**WHAT THIS TASK INVOLVES**:
Please repeat every record below exactly as written, but leave out the pictures.

**GIVEN DATA**:

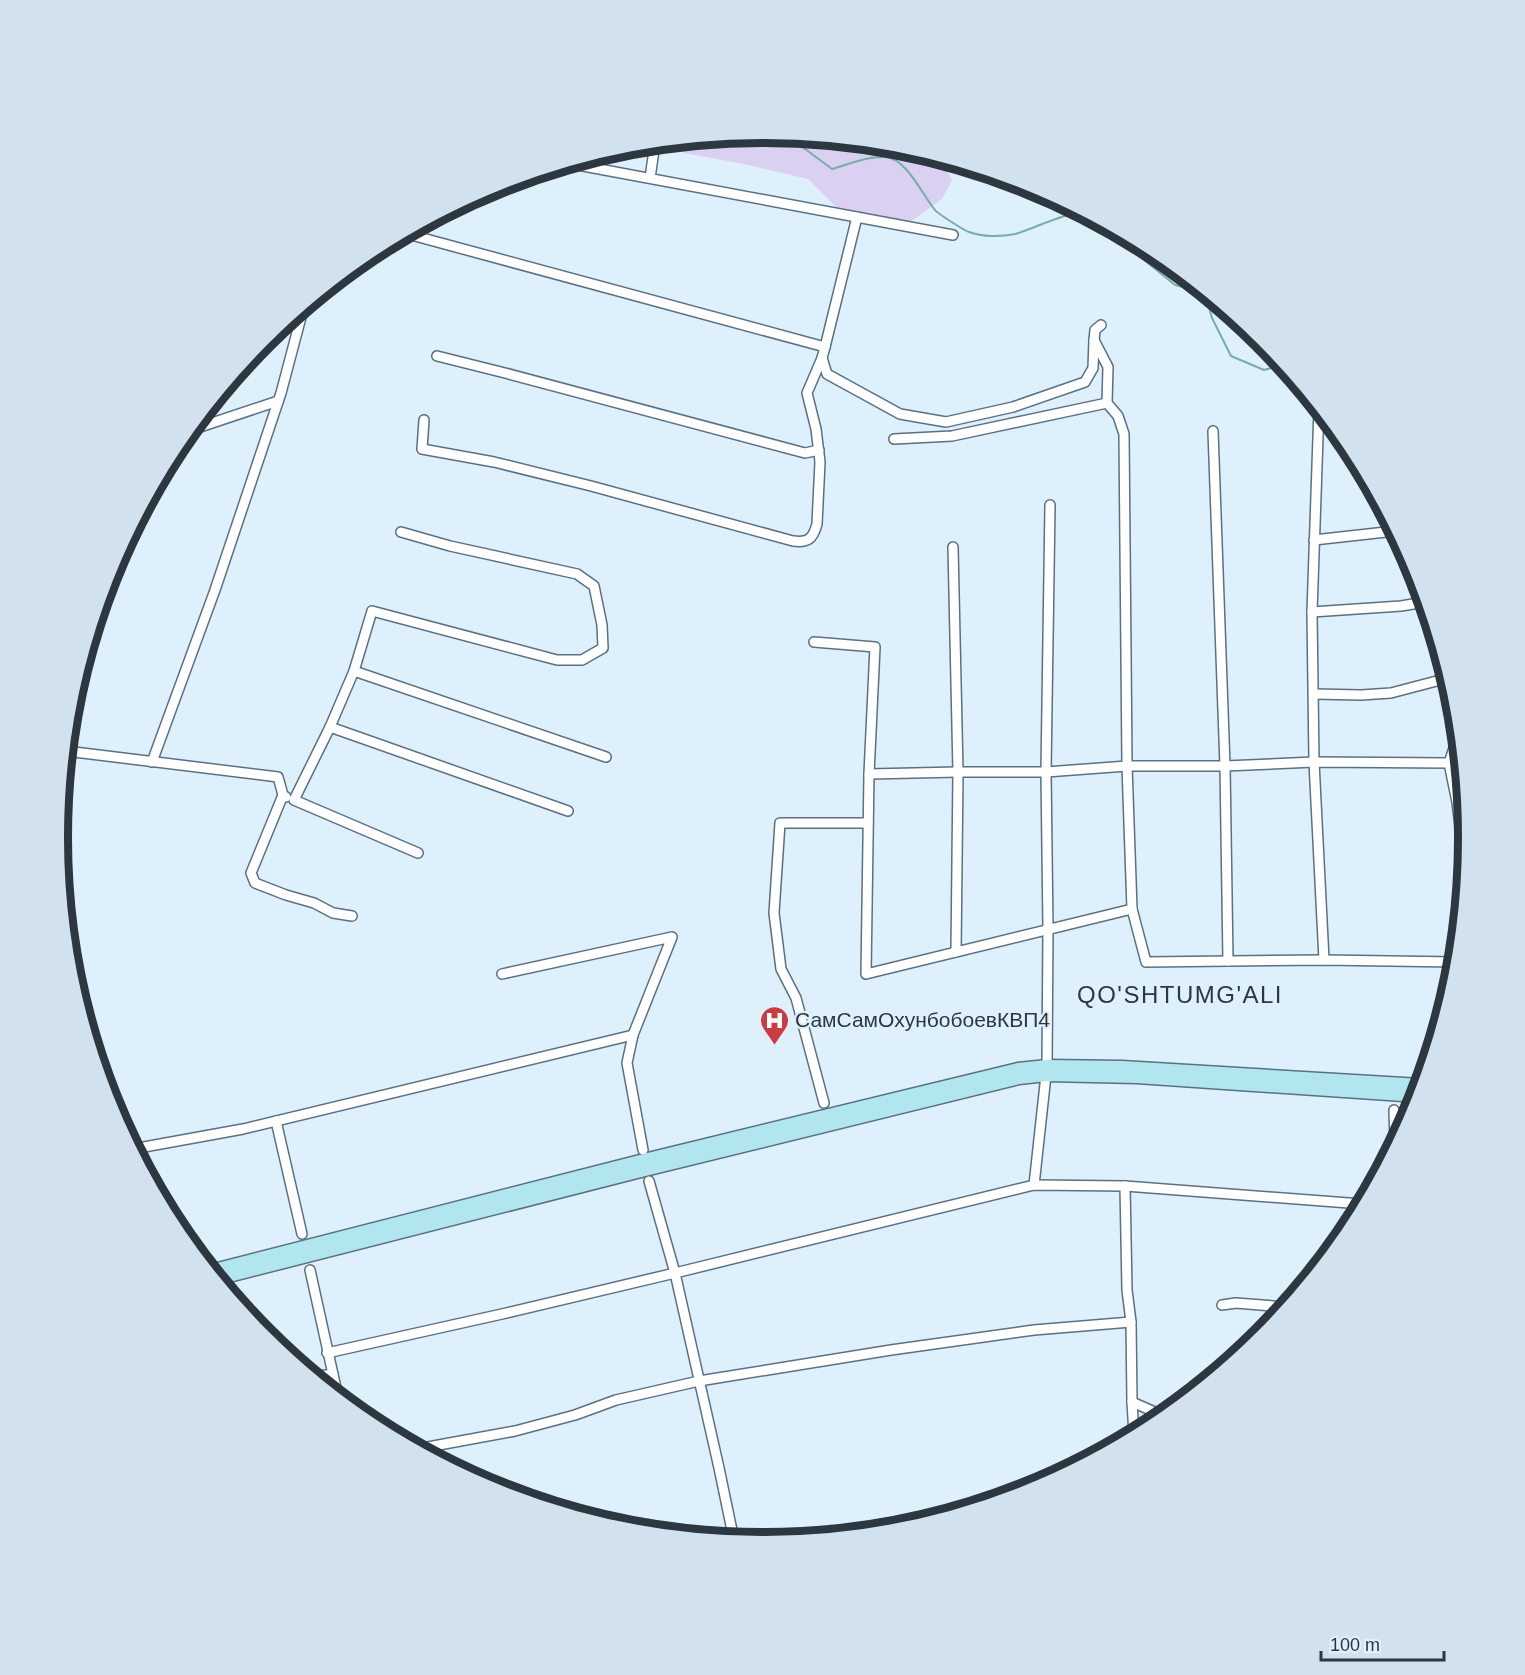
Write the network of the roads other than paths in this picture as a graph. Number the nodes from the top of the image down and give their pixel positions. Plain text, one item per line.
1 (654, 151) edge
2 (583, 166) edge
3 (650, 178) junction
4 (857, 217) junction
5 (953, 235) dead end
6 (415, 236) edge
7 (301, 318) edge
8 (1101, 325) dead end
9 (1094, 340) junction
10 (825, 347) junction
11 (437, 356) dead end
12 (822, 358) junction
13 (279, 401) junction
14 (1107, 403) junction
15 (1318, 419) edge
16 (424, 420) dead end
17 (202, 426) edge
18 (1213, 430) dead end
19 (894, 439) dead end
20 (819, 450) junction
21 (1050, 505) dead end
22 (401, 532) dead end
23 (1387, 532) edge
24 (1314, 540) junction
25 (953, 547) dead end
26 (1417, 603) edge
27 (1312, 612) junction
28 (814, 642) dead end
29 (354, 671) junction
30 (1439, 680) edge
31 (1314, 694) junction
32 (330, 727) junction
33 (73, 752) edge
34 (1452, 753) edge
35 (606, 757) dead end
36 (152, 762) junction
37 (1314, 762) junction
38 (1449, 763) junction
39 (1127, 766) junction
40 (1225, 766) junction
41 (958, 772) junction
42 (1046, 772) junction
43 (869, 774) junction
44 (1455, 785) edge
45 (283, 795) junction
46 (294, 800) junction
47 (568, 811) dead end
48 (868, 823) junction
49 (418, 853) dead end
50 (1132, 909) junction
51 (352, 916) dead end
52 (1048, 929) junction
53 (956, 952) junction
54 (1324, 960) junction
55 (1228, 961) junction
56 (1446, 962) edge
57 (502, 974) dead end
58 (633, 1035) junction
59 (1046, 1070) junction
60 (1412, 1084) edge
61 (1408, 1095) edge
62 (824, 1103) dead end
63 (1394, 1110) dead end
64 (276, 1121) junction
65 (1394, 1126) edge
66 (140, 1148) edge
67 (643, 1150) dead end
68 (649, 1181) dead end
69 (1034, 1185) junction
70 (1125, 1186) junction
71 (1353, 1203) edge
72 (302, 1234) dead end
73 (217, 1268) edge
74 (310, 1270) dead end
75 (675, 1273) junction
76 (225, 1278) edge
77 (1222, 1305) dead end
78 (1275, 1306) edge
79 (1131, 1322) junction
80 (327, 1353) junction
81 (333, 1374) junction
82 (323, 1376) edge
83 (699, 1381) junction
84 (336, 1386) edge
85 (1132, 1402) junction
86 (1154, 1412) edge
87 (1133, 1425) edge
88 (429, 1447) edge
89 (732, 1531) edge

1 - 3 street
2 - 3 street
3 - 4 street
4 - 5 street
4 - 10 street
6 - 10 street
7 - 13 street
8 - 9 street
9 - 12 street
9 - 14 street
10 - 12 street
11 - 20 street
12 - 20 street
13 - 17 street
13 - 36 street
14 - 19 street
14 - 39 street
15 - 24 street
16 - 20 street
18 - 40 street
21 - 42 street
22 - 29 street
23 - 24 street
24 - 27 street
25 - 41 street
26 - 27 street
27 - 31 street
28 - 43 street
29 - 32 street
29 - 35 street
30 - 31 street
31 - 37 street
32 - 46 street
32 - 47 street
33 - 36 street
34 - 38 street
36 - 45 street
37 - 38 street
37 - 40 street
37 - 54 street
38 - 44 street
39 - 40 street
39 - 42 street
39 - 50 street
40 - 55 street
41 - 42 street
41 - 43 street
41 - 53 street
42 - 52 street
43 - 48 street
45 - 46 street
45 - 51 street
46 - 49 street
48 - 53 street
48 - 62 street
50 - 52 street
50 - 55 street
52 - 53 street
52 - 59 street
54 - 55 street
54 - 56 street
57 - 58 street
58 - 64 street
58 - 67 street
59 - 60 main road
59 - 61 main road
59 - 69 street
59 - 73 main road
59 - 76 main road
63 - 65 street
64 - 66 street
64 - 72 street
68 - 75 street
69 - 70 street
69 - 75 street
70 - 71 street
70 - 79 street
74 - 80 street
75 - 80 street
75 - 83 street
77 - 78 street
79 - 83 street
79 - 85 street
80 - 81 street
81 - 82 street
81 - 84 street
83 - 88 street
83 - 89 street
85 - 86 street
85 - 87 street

**SOLUTION FOR THIS EXERCISE**:
Write the network of the roads other than paths in this picture as a graph. Number the nodes from the top of the image down and give their pixel positions. Plain text, one item per line.
1 (654, 151) edge
2 (583, 166) edge
3 (650, 178) junction
4 (857, 217) junction
5 (953, 235) dead end
6 (415, 236) edge
7 (301, 318) edge
8 (1101, 325) dead end
9 (1094, 340) junction
10 (825, 347) junction
11 (437, 356) dead end
12 (822, 358) junction
13 (279, 401) junction
14 (1107, 403) junction
15 (1318, 419) edge
16 (424, 420) dead end
17 (202, 426) edge
18 (1213, 430) dead end
19 (894, 439) dead end
20 (819, 450) junction
21 (1050, 505) dead end
22 (401, 532) dead end
23 (1387, 532) edge
24 (1314, 540) junction
25 (953, 547) dead end
26 (1417, 603) edge
27 (1312, 612) junction
28 (814, 642) dead end
29 (354, 671) junction
30 (1439, 680) edge
31 (1314, 694) junction
32 (330, 727) junction
33 (73, 752) edge
34 (1452, 753) edge
35 (606, 757) dead end
36 (152, 762) junction
37 (1314, 762) junction
38 (1449, 763) junction
39 (1127, 766) junction
40 (1225, 766) junction
41 (958, 772) junction
42 (1046, 772) junction
43 (869, 774) junction
44 (1455, 785) edge
45 (283, 795) junction
46 (294, 800) junction
47 (568, 811) dead end
48 (868, 823) junction
49 (418, 853) dead end
50 (1132, 909) junction
51 (352, 916) dead end
52 (1048, 929) junction
53 (956, 952) junction
54 (1324, 960) junction
55 (1228, 961) junction
56 (1446, 962) edge
57 (502, 974) dead end
58 (633, 1035) junction
59 (1046, 1070) junction
60 (1412, 1084) edge
61 (1408, 1095) edge
62 (824, 1103) dead end
63 (1394, 1110) dead end
64 (276, 1121) junction
65 (1394, 1126) edge
66 (140, 1148) edge
67 (643, 1150) dead end
68 (649, 1181) dead end
69 (1034, 1185) junction
70 (1125, 1186) junction
71 (1353, 1203) edge
72 (302, 1234) dead end
73 (217, 1268) edge
74 (310, 1270) dead end
75 (675, 1273) junction
76 (225, 1278) edge
77 (1222, 1305) dead end
78 (1275, 1306) edge
79 (1131, 1322) junction
80 (327, 1353) junction
81 (333, 1374) junction
82 (323, 1376) edge
83 (699, 1381) junction
84 (336, 1386) edge
85 (1132, 1402) junction
86 (1154, 1412) edge
87 (1133, 1425) edge
88 (429, 1447) edge
89 (732, 1531) edge

1 - 3 street
2 - 3 street
3 - 4 street
4 - 5 street
4 - 10 street
6 - 10 street
7 - 13 street
8 - 9 street
9 - 12 street
9 - 14 street
10 - 12 street
11 - 20 street
12 - 20 street
13 - 17 street
13 - 36 street
14 - 19 street
14 - 39 street
15 - 24 street
16 - 20 street
18 - 40 street
21 - 42 street
22 - 29 street
23 - 24 street
24 - 27 street
25 - 41 street
26 - 27 street
27 - 31 street
28 - 43 street
29 - 32 street
29 - 35 street
30 - 31 street
31 - 37 street
32 - 46 street
32 - 47 street
33 - 36 street
34 - 38 street
36 - 45 street
37 - 38 street
37 - 40 street
37 - 54 street
38 - 44 street
39 - 40 street
39 - 42 street
39 - 50 street
40 - 55 street
41 - 42 street
41 - 43 street
41 - 53 street
42 - 52 street
43 - 48 street
45 - 46 street
45 - 51 street
46 - 49 street
48 - 53 street
48 - 62 street
50 - 52 street
50 - 55 street
52 - 53 street
52 - 59 street
54 - 55 street
54 - 56 street
57 - 58 street
58 - 64 street
58 - 67 street
59 - 60 main road
59 - 61 main road
59 - 69 street
59 - 73 main road
59 - 76 main road
63 - 65 street
64 - 66 street
64 - 72 street
68 - 75 street
69 - 70 street
69 - 75 street
70 - 71 street
70 - 79 street
74 - 80 street
75 - 80 street
75 - 83 street
77 - 78 street
79 - 83 street
79 - 85 street
80 - 81 street
81 - 82 street
81 - 84 street
83 - 88 street
83 - 89 street
85 - 86 street
85 - 87 street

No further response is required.